Many parties do not realize that there are time limits on suing in any court, not just the small claims court. In general, under the Limitations Act, parties have until the second anniversary from the date of discovering the claim to commence a lawsuit. For instance, say you last invoiced someone on January 31, 2006 (and discovered you would not be paid then) and you wish to sue for that unpaid invoice, you would have until January 31, 2008 to sue.
Claim for Relief Within the Jurisdiction of the Small Claim Court Only
In the Ontario small claims court people typically claim for monetary damages for unpaid invoices, debt collection, breach of contract, wrongful dismissal, etc. Sometimes, litigants claim for specific property. However, time and again we have seen claims where litigants claim for injunctive relief such as “Make him stop mowing his lawn at one in the morning” However, many people fail to realize that an Order to refrain someone from doing something, is an injunction and injunctions cannot be granted under theSmall Claims Court Rules (subject to some exceptions, the details of which are for a later article).

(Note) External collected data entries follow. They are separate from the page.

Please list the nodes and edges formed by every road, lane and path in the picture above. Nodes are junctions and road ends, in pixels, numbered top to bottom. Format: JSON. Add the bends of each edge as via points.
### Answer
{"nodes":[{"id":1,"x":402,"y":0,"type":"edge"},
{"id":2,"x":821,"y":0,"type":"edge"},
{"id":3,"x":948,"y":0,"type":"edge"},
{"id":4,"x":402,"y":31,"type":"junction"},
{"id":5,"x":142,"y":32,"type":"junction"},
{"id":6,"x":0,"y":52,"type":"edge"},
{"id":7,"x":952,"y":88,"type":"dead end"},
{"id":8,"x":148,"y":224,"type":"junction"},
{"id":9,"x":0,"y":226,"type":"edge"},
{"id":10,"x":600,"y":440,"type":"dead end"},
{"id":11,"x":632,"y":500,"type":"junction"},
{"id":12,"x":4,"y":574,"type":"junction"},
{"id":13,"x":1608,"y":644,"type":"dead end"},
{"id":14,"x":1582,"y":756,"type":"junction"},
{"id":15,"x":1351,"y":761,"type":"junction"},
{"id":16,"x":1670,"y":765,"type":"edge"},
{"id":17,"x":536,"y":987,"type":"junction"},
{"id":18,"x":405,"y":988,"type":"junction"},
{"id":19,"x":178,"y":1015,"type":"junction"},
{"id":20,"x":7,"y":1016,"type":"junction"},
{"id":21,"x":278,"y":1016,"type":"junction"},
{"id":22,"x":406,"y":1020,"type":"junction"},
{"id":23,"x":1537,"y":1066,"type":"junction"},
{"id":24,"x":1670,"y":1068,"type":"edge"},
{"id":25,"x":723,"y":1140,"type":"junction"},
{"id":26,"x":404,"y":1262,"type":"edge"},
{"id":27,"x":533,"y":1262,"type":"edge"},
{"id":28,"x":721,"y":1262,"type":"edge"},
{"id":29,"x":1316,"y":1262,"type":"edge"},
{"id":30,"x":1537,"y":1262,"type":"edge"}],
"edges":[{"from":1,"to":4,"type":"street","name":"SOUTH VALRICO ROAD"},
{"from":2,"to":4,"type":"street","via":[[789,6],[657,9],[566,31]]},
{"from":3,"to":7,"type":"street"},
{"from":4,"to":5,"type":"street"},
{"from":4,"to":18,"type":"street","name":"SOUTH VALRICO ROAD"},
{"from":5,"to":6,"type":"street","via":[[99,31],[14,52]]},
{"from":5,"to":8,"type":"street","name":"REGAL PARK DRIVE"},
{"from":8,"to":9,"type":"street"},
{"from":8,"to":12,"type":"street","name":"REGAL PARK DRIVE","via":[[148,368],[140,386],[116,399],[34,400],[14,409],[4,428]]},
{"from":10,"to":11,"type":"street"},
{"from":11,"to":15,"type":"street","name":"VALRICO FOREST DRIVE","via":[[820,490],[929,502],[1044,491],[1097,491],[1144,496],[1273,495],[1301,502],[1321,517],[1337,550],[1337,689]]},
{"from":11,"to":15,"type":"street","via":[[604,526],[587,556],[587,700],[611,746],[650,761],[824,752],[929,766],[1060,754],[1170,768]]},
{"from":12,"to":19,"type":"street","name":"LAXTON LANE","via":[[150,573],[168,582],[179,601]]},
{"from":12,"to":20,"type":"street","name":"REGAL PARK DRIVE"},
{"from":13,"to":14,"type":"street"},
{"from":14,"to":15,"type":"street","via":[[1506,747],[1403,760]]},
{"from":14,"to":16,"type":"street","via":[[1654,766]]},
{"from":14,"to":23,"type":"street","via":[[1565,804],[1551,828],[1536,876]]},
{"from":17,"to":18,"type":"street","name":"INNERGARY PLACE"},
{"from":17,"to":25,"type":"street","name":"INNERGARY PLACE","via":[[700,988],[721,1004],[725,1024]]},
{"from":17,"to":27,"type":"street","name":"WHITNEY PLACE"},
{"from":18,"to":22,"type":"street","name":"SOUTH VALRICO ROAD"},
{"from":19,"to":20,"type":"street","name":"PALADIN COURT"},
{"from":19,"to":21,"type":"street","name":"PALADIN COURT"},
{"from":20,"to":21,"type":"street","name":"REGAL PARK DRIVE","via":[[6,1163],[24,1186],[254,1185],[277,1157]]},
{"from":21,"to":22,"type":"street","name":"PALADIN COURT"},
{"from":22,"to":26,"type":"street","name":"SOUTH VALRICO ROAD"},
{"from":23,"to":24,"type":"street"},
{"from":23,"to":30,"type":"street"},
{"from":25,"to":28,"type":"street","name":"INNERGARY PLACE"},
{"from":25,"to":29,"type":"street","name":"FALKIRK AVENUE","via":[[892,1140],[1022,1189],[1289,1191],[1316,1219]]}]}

Don’t find yourself at trial being informed by a Judge that you sued in the wrong court, ensure you claim for something that can be awarded in Ontario’s small claim courts.
Ensure You Do Not Attach Any Evidence That Can Hurt Your Case.
It is usually helpful for the judge and advantageous to your small claims case to attach evidence to your claim. After all, the claim is the first document that the small claims judge will look at, so why not put your best foot forward. However, oftentimes we have seen litigants throw in every document but the kitchen sink into their claim without checking if it actually helps their court case. This practice can be disastrous. Say, for instance, you were suing Jim Smith for an unpaid account and you attached an email which states “Jim, you need not pay the entire invoice amount”. Need we say more?
Avoid Typos When Naming The Defendant On Your Plaintiff’s Claim.
Know the name of the person you’re suing. All too often we have seen claims with too many vowels, too few consonants, the wrong name, etc. The ramifications can be awful. For instance, say you wish to sue Christopher Jones (note the “e” in the last name) in the Toronto Small Claims Court. Your Plaintiff’s Claim says “Christopher Jonas” (note the “A” in the last name). The presiding Deputy Judge has no idea you have made a mistake and ultimately you are awarded a small claims judgment. When you try to enforce you are devastated to learn you have sued the wrong party and cannot enforce on your judgment.
The same idea goes for ensuring you have named a corporation correctly. In fact, most lawyers and paralegals will not sue a company without first obtaining a corporate profile report (a.k.a. “corporate search”). The corporate profile report is used primarily for ensuring you have named a corporation correctly but can also be sued for the purposes of ascertaining a proper address for service and the names of the corporation’s directors.